L’Amour et les forêts
Genre : Drame
Pays : France
Durée : 1h45
Réalisatrice : Valérie Donzelli
Acteurs : Virginie Efira, Melvil Poupaud, Dominique Reymond
« J’aimais jusqu’à ses pleurs que je faisais couler. » Britannicus
C’est le cœur battant et le corps qui tangue que Blanche flanche et chavire sur la vague des mots doux de
Greg. Elle, si secrète, s’ouvre, se laisse porter, emporter, conduire par la main sans rien dire vers son
destin. Ce sont les jours de lumière, les petits riens deviennent des pages de promesses, cachant l’ouragan
de détresse à venir. Greg avance à petits pas, guettant sa proie, prédateur silencieux et vicieux. Elle se
croyait en sécurité, adorée, aimée. Elle ignorait jusqu’à quel point l’amour peut devenir une douleur. Il la
cajole, la séduit, l’isole, la coupe du monde et referme le piège sur sa proie. Est-ce de l’amour, de la haine,
de la jalousie ? Une chose est certaine, ce n’est plus le paradis, mais l’enfer dont il sera difficile de
s’extraire. Blanche comprend trop tard que le bonheur, le ciel bleu des beaux jours s’est enfui pour
toujours.
« Tu as de la chance qu’il t’appelle si souvent » collègue de Blanche (Romane Bohringer).
Valérie Donzelli excelle dans sa manière de décortiquer un événement, un sentiment douloureux comme
dans La guerre est déclarée. Elle adapte le roman L’amour et les forêts d’Éric Reinhardt en choisissant,
plus que la libération de l’avilissement d’une femme comme dans le livre, son long emprisonnement. C’est
le chemin pas à pas de celle qui croyait à l’impossible amour, en ignorant que « les histoires d’amour
finissent mal, en général ». La réalisatrice lui donne une sœur jumelle, un double, un reflet dans le miroir,
sa conscience peut-être. Elle détaille, comme dans La guerre est déclarée, la longue descente aux enfers,
la manipulation et les différentes étapes d’un stratagème infernal. Greg ressemble à l’amoureux idéal,
l’homme parfait du début de cette histoire, rencontré dans une fête. Très vite, les deux cœurs palpitent à
l’unisson mais, comme Janus, l’aimé possède deux visages.
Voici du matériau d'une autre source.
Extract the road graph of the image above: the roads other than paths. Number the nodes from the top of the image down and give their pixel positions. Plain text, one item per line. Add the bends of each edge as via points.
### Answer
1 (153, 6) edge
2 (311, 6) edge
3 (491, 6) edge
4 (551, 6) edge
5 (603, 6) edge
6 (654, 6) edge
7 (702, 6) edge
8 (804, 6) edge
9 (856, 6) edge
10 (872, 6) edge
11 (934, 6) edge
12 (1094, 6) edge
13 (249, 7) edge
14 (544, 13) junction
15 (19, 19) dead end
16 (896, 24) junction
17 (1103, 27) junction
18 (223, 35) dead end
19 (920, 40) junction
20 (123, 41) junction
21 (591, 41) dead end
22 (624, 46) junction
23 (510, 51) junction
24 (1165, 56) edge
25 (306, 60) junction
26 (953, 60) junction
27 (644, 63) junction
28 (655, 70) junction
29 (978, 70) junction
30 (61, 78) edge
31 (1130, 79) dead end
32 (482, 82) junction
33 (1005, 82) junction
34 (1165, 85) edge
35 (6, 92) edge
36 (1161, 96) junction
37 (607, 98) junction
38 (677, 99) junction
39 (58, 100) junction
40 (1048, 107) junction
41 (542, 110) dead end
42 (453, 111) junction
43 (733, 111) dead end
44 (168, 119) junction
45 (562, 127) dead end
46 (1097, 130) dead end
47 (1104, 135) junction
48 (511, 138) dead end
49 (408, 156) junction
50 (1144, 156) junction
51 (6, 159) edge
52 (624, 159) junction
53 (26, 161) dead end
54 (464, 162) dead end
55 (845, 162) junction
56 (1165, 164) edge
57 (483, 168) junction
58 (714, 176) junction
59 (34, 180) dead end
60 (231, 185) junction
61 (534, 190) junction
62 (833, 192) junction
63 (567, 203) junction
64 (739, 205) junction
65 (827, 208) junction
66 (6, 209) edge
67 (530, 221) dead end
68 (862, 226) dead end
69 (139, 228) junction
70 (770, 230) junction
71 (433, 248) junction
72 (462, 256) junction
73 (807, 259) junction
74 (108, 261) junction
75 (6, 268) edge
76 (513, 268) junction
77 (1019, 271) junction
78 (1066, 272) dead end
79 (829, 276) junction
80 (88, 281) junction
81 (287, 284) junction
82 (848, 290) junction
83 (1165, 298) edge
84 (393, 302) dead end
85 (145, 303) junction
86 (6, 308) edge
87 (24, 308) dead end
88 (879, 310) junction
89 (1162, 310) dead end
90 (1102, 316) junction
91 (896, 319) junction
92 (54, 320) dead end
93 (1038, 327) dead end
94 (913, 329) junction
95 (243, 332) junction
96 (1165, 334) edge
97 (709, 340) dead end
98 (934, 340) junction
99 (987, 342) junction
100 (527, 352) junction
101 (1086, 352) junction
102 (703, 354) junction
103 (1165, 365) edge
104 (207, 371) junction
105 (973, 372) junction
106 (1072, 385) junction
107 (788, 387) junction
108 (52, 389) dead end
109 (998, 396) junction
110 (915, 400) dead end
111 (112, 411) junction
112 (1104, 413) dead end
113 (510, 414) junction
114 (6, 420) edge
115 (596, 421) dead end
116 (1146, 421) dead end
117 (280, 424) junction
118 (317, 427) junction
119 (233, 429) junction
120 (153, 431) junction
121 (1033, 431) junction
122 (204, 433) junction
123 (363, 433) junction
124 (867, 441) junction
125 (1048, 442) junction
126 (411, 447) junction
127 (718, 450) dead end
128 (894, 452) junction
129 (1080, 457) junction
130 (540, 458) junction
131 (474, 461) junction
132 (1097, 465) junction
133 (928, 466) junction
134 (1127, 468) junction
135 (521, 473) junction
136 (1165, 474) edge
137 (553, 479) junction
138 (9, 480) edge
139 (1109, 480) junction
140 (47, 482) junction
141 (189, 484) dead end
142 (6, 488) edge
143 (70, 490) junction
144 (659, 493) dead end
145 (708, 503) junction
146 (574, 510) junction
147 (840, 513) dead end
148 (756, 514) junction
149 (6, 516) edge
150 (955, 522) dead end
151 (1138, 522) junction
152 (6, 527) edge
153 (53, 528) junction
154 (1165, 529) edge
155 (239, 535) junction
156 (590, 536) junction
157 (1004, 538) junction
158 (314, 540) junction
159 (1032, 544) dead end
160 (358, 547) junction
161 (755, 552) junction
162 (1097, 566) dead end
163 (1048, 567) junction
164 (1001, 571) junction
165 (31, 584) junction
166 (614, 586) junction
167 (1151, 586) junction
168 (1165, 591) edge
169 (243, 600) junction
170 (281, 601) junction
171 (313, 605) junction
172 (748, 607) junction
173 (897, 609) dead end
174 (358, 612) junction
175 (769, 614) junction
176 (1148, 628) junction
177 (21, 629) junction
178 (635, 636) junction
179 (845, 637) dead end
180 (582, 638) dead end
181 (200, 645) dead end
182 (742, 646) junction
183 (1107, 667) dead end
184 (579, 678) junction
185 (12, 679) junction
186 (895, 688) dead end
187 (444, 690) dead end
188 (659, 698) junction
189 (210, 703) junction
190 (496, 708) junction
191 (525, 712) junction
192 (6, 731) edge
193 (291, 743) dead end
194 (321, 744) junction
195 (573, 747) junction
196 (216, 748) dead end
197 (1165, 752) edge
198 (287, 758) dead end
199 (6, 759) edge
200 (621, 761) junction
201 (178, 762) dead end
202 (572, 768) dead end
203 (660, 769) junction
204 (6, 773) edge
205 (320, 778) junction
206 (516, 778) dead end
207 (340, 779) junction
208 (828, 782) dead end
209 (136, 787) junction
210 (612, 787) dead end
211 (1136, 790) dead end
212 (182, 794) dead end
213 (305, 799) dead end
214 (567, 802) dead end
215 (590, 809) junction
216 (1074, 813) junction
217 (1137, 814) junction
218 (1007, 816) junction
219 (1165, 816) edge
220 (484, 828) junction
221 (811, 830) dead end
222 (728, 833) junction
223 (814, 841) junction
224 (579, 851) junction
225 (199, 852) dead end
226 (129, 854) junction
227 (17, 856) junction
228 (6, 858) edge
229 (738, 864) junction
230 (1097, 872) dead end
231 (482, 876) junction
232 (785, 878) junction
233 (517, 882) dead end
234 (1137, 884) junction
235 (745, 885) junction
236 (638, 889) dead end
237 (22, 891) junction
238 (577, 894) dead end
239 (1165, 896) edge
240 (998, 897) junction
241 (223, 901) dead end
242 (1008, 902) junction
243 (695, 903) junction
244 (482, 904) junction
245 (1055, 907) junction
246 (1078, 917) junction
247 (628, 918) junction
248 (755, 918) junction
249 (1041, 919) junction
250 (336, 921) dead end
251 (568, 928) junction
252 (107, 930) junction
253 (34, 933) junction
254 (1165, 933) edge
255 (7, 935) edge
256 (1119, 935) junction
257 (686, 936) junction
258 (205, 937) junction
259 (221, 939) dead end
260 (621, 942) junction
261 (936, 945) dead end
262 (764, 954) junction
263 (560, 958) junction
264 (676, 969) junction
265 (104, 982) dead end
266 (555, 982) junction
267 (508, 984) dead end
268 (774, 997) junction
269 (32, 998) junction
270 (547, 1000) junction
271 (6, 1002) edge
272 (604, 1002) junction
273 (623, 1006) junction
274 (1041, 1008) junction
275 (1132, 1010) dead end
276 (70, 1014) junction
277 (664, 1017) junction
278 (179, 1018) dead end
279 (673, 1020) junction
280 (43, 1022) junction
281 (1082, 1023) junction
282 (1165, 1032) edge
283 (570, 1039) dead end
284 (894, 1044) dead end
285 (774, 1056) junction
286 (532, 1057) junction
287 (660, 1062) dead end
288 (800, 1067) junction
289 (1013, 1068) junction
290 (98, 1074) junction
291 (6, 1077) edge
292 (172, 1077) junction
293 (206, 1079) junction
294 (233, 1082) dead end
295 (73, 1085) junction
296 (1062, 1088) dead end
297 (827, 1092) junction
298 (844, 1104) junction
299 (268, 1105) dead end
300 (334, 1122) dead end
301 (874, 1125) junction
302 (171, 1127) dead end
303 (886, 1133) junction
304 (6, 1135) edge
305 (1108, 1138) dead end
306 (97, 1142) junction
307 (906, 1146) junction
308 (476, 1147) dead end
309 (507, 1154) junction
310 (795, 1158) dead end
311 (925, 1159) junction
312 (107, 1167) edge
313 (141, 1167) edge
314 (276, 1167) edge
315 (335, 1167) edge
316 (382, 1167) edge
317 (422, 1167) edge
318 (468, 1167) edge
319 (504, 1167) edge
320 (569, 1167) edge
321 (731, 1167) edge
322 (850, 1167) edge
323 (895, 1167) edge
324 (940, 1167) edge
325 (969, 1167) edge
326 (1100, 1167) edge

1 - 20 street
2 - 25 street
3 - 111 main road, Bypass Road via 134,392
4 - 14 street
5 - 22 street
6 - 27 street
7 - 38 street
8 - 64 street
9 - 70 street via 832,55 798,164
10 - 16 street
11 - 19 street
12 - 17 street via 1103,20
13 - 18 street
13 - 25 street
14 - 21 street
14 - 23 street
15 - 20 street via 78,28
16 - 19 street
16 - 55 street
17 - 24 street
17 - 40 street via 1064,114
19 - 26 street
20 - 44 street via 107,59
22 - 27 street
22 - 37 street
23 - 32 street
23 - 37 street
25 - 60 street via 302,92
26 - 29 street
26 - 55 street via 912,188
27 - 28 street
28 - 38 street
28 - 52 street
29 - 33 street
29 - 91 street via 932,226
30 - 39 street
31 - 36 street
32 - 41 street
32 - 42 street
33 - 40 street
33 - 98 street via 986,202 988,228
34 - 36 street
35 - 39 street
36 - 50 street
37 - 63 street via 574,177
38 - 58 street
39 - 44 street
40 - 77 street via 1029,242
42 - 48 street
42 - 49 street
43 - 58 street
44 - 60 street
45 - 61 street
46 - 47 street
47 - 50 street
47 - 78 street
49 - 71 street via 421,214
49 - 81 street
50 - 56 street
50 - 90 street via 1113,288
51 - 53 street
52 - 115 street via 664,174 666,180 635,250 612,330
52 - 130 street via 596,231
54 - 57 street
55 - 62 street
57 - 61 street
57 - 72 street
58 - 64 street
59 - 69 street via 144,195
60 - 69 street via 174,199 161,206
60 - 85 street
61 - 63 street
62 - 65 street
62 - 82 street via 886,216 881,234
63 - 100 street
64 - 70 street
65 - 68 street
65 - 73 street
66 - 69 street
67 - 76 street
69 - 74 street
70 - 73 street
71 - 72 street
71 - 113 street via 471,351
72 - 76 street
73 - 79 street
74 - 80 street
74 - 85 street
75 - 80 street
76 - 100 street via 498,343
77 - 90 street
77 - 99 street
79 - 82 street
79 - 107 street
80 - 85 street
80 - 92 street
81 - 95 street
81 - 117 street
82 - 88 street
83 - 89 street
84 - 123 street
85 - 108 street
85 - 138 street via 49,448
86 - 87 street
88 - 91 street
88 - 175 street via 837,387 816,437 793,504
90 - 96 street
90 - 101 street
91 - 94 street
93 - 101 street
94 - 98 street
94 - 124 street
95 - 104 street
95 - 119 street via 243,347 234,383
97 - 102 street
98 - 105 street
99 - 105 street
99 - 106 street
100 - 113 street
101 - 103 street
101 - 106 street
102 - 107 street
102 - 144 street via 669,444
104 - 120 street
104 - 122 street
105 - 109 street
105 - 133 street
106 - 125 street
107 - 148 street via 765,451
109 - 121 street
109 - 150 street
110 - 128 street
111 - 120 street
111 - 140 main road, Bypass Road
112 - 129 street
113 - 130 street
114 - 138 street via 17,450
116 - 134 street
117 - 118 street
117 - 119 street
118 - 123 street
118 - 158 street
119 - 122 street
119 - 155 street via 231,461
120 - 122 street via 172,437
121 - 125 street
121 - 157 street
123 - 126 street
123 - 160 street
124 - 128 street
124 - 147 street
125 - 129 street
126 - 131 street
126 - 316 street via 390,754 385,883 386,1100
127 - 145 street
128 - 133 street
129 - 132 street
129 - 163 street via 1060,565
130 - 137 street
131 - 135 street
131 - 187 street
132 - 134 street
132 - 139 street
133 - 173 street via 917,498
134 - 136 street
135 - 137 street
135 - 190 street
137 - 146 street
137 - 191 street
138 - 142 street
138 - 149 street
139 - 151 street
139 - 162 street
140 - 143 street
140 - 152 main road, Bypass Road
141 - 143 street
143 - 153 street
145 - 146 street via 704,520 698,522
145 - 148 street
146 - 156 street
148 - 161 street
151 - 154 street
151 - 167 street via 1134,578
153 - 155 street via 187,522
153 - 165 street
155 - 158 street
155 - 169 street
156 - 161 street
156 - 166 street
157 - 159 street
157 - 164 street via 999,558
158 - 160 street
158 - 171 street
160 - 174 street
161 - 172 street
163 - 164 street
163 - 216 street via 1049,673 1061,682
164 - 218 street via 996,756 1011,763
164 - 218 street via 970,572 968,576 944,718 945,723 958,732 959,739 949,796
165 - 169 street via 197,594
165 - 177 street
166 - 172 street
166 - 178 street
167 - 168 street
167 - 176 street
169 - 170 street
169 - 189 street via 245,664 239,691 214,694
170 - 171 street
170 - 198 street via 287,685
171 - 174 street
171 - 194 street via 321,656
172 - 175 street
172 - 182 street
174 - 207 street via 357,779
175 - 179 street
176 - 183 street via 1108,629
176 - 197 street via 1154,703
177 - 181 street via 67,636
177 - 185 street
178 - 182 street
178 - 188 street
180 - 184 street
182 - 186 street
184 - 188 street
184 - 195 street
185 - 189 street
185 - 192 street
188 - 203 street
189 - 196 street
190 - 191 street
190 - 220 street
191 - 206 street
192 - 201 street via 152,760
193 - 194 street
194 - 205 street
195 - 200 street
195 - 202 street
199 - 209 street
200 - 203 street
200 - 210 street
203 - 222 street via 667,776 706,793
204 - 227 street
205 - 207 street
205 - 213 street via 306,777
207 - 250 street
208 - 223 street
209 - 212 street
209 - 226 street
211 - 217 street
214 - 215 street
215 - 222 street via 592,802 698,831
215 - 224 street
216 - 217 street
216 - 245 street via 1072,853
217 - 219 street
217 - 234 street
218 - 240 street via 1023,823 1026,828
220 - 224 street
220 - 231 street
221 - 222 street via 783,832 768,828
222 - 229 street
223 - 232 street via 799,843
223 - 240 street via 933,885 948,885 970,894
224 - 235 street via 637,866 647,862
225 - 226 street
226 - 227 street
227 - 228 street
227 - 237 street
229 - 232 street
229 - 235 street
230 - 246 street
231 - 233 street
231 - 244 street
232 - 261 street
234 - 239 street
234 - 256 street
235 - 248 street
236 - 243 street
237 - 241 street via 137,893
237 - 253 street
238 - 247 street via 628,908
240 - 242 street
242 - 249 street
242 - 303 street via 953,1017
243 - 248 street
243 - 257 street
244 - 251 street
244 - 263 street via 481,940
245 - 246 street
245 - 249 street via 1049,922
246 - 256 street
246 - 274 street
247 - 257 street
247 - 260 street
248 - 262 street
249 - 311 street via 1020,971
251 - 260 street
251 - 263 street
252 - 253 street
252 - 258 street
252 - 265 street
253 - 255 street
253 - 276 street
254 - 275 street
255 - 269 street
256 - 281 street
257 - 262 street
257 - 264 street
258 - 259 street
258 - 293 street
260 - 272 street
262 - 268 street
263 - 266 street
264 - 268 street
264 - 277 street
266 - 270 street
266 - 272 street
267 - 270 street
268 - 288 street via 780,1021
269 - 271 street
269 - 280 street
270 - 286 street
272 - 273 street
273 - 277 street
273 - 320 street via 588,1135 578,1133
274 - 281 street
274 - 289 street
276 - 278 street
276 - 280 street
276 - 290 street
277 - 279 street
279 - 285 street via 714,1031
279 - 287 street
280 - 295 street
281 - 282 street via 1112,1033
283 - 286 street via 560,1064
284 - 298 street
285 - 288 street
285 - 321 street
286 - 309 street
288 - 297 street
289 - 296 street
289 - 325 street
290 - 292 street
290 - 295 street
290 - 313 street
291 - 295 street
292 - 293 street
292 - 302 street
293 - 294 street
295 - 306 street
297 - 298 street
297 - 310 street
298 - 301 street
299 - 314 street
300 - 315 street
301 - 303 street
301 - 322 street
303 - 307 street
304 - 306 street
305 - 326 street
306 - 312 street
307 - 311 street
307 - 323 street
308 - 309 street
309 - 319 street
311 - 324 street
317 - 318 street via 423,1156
Le plus sombre dort comme un démon en attendant le réveil sous le baiser de la princesse. Quelques
signes apparaissent dans la première partie, celle de l’isolement : un mariage discret, un changement de
lieu. Cette emprise pas à pas, mécanique, glaçante, fait froid dans l’âme. Nous quittons l’océan, matrice
des origines, pour le cœur des forêts profondes où rôde la bête. Elle ne tarde pas à se démasquer, par
petites touches, par des gestes, des mots qui lentement creusent la tombe de la belle. Il n’y a pas de
violence comme dans Jusqu’à la garde de Xavier Legrand en 2017. Tout est dans les mots, les vexations,
l’avilissement de Blanche. Derrière les portes d’un couple se cachent parfois des douleurs et des victimes
du silence. Il est trop tard quand elle se rend compte de l’emprise. On comprend mieux l’immobilité de
certaines victimes, comme le faon éclairé par les phares annonçant sa mort.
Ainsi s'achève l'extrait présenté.